### WHAT THE TASK ASKS
The answer must consist of every line from the data that holds "dead".

### DATA EXCERPTS
········

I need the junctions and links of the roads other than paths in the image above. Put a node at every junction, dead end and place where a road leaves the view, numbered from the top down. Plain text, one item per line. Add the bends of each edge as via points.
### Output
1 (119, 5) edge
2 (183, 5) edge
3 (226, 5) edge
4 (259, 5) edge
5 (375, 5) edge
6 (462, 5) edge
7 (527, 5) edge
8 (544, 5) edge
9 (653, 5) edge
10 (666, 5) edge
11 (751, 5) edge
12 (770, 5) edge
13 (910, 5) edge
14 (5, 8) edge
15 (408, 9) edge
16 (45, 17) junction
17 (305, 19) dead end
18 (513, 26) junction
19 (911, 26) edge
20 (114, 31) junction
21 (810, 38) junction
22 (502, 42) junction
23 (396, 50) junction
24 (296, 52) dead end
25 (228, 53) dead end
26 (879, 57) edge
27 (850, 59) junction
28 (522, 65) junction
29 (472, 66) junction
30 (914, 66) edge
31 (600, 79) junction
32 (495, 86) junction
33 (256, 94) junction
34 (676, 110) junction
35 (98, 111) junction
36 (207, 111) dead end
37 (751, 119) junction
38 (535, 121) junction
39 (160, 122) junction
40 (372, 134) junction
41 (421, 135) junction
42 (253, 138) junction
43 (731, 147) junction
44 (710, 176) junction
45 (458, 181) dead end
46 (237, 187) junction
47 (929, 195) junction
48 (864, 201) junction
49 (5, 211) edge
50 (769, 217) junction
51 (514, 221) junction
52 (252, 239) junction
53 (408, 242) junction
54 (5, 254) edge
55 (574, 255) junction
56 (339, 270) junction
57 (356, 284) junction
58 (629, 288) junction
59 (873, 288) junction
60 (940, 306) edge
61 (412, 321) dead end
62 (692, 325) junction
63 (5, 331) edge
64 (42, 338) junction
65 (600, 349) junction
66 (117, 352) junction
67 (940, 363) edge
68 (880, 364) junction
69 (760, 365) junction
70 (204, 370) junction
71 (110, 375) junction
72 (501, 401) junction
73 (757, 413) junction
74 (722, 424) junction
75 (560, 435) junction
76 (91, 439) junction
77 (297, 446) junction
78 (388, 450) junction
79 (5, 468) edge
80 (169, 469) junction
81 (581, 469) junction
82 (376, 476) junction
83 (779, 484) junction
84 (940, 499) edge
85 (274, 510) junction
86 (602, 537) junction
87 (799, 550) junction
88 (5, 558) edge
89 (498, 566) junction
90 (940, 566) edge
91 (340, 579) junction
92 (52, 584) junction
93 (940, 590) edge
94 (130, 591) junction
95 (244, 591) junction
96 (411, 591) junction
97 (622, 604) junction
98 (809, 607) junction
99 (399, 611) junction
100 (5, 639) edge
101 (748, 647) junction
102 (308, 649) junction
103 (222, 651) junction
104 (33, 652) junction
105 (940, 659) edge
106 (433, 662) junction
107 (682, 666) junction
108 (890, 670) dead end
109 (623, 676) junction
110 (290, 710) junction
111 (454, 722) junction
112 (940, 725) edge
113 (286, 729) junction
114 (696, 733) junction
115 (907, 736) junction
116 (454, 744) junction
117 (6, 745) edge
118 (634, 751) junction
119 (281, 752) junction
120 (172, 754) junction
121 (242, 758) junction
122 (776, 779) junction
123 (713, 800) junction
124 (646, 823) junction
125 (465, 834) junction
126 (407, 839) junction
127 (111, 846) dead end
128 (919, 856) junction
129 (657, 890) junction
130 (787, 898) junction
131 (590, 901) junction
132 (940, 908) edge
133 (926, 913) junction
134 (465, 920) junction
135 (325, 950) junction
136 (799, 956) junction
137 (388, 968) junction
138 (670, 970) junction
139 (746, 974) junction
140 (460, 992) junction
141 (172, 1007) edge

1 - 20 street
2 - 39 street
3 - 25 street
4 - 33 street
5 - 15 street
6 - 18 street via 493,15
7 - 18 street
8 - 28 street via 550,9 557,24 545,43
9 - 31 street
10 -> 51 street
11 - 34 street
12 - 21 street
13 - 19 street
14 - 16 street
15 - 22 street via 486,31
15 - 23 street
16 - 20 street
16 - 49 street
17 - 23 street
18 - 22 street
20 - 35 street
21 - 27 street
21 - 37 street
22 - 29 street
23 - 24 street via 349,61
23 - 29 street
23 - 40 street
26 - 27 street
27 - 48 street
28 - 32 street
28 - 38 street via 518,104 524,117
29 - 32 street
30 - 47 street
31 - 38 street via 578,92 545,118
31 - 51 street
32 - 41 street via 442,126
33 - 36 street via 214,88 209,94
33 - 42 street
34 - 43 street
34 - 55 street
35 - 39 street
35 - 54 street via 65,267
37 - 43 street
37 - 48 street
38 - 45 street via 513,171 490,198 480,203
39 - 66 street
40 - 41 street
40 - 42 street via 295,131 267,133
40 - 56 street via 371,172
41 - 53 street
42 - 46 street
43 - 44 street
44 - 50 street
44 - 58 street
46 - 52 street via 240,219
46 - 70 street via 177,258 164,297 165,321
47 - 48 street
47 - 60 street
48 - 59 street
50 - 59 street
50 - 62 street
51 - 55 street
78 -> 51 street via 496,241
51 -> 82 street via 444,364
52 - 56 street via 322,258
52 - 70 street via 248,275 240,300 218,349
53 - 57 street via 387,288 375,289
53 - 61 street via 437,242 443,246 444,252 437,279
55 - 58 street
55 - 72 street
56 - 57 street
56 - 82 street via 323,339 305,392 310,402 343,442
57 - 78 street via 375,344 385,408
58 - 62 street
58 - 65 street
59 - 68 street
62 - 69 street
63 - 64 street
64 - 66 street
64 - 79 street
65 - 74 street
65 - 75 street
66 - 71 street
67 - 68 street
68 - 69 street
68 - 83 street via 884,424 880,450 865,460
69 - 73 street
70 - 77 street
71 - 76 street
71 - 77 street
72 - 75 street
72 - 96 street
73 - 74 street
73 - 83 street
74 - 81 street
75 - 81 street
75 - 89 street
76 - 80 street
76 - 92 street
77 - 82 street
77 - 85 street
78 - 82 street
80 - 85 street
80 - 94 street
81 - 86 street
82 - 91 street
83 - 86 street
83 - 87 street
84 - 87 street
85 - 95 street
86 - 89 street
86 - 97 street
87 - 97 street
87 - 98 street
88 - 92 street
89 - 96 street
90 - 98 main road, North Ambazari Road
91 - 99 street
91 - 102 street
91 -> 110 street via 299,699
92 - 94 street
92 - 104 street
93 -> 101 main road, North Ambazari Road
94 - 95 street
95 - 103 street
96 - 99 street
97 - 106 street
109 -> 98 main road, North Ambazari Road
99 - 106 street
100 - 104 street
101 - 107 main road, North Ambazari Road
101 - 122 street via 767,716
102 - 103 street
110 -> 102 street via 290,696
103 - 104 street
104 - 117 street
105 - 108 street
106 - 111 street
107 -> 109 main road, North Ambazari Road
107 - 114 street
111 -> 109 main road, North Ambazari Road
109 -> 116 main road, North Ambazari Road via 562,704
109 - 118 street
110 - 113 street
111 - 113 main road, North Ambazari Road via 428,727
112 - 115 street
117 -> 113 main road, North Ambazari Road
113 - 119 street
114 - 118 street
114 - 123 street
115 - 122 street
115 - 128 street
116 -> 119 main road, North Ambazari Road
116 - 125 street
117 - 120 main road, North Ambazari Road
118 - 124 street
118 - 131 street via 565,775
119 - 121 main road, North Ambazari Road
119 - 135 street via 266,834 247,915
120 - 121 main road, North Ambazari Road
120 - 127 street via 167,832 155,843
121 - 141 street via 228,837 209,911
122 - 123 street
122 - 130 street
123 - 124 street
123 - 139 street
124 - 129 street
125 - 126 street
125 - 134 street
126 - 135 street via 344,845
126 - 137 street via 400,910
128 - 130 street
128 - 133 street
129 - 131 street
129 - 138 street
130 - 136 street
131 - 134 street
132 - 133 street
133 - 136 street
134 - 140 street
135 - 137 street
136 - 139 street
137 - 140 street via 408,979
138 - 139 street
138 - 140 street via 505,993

········

### TASK OUTPUT
I need the junctions and links of the roads other than paths in the image above. Put a node at every junction, dead end and place where a road leaves the view, numbered from the top down. Plain text, one item per line. Add the bends of each edge as via points.
17 (305, 19) dead end
24 (296, 52) dead end
25 (228, 53) dead end
36 (207, 111) dead end
45 (458, 181) dead end
61 (412, 321) dead end
108 (890, 670) dead end
127 (111, 846) dead end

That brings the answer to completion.